In one study, for example, a group of men drank moderate doses of alcohol and their blood-alcohol levels were then measured by gas chromatographic analysis of their breath. The breathing techniques were then varied.  The results indicated that holding your breath for 30 seconds before exhaling increased the blood-alcohol concentration (BAC) by 15.7%. Hyperventilating for 20 seconds immediately before the analyses of breath, on the other hand, decreased the blood-alcohol level by 10.6%. Keeping the mouth closed for five minutes and using shallow nasal breathing resulted in increasing the BAC by 7.3%, and testing after a slow, 20-second exhalation increased levels by 2%.

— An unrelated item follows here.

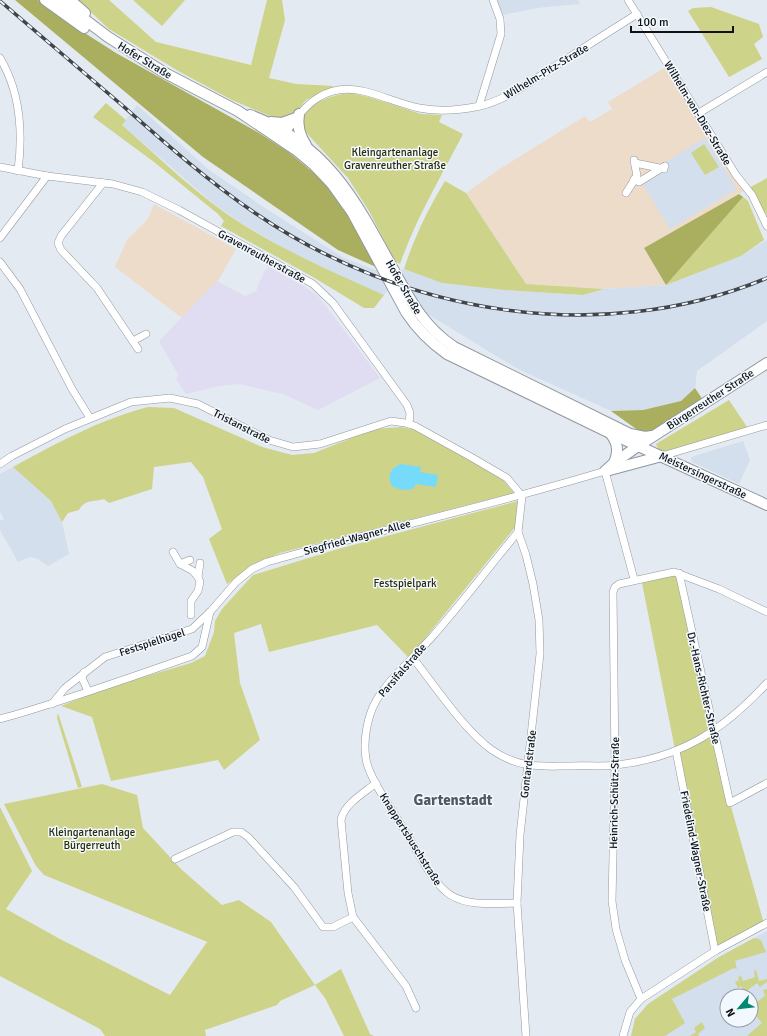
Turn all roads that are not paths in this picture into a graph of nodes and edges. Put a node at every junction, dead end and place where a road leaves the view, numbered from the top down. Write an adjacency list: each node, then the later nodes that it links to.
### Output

Dr. Michael Hlastala, Professor of Physiology, Biophysics, and Medicine at the University of Washington, has gone farther and concluded:

“By far, the most overlooked error in breath testing for alcohol is the pattern of breathing . . . The concentration of alcohol changes considerably during the breath . . . The first part of the breath, after discarding the dead space, has an alcohol concentration much lower than the equivalent BAC. Whereas, the last part of the breath has an alcohol concentration that is much higher than the equivalent BAC. The last part of the breath can be over 50% above the alcohol level . . . Thus, a breath tester reading of 0.14% taken from the last part of the breath may indicate that the blood level is only 0.09%.”

Police officers aware of these issues may encourage subjects to breath longer and harder, ensuring that the breath captured by the machine will be from the bottom of the lungs, near the alveolar sacs, which will be richest in alcohol — giving a higher (but inaccurate) reading.